Re: Missing CVEs in the json data

[Adi Matalon <adi.matalon@whitesourcesoftware.com>]

Thank you for your answer!

I still have another two questions:

for CVE-2021-43818 exists a page with information about the vulnerable package, lxml.

It is written that the package is vulnerable and there is no fix.

This is the download link for one of the vulnerable version:

http://security-cdn.debian.org/pool/main/l/lxml/python-lxml_3.7.1-1+deb9u3_arm64.deb

So why doesn't this cve exist in the json file?

Another example is CVE-2021-2166.

It is written that the package is vulnerable and there is no fix.

This is the download link for one of the vulnerable version:

http://security-cdn.debian.org/pool/main/m/mariadb-10.3/mariadb-server-10.3_10.3.25-0+deb10u1_i386.deb

mysql-8.0 is vulnerable and no fixed exists and still the cve doesn't exist in the json file.

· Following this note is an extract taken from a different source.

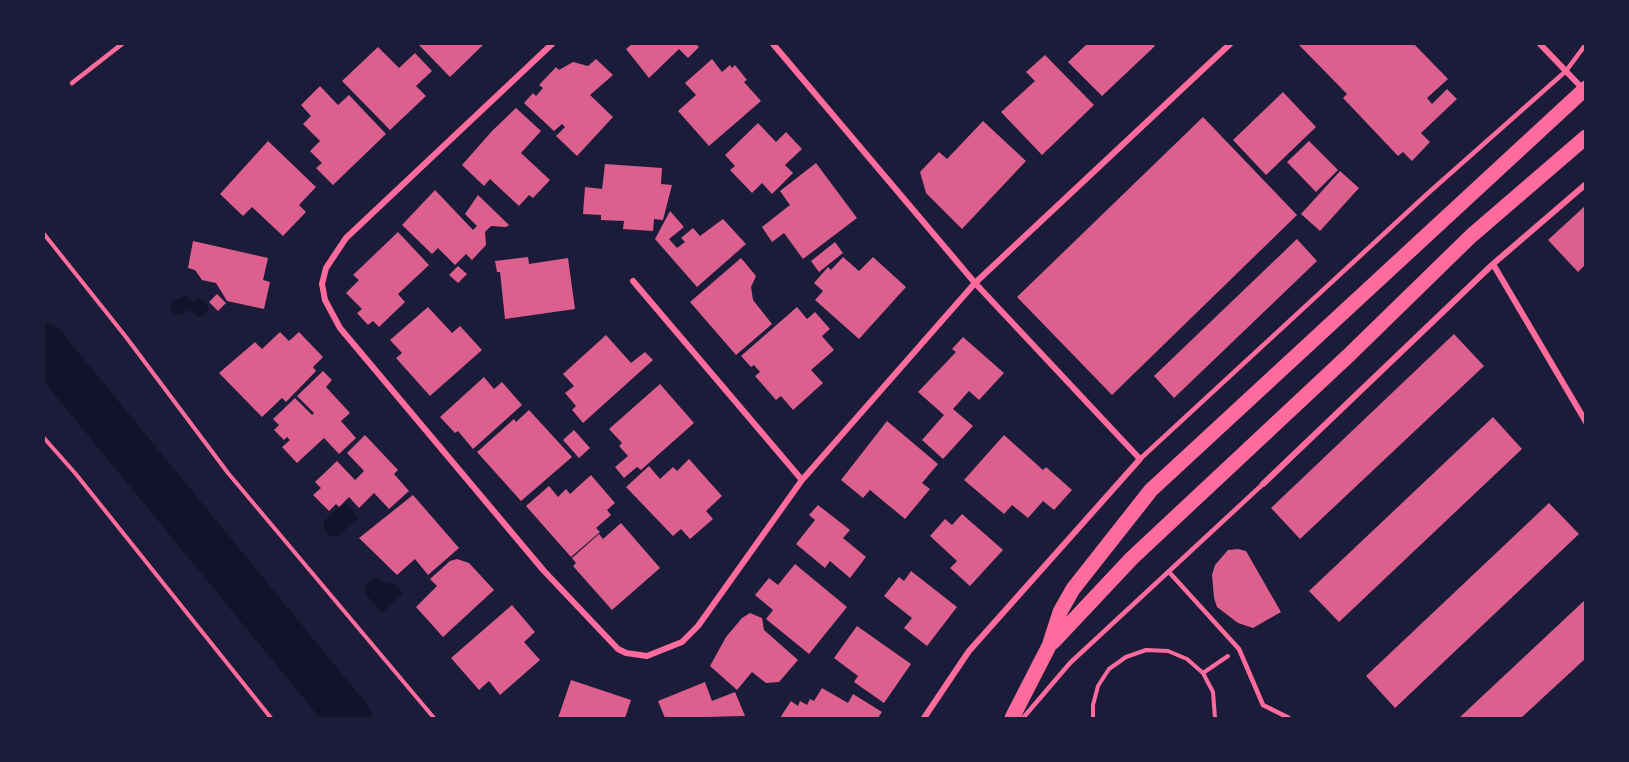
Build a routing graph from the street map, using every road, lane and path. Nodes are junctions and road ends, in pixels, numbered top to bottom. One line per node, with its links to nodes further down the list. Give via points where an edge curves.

On 27 Dec 2021, at 14:00, Adi Matalon <adi.matalon@whitesourcesoftware.com> wrote:

Thank you for your answer!

I still have another two questions:

for CVE-2021-43818 exists a page with information about the vulnerable package, lxml.

It is written that the package is vulnerable and there is no fix.

This is the download link for one of the vulnerable version:

http://security-cdn.debian.org/pool/main/l/lxml/python-lxml_3.7.1-1+deb9u3_arm64.deb

So why doesn't this cve exist in the json file?

Another example is CVE-2021-2166.

It is written that the package is vulnerable and there is no fix.

This is the download link for one of the vulnerable version:

http://security-cdn.debian.org/pool/main/m/mariadb-10.3/mariadb-server-10.3_10.3.25-0+deb10u1_i386.deb

mysql-8.0 is vulnerable and no fixed exists and still the cve doesn't exist in the json file.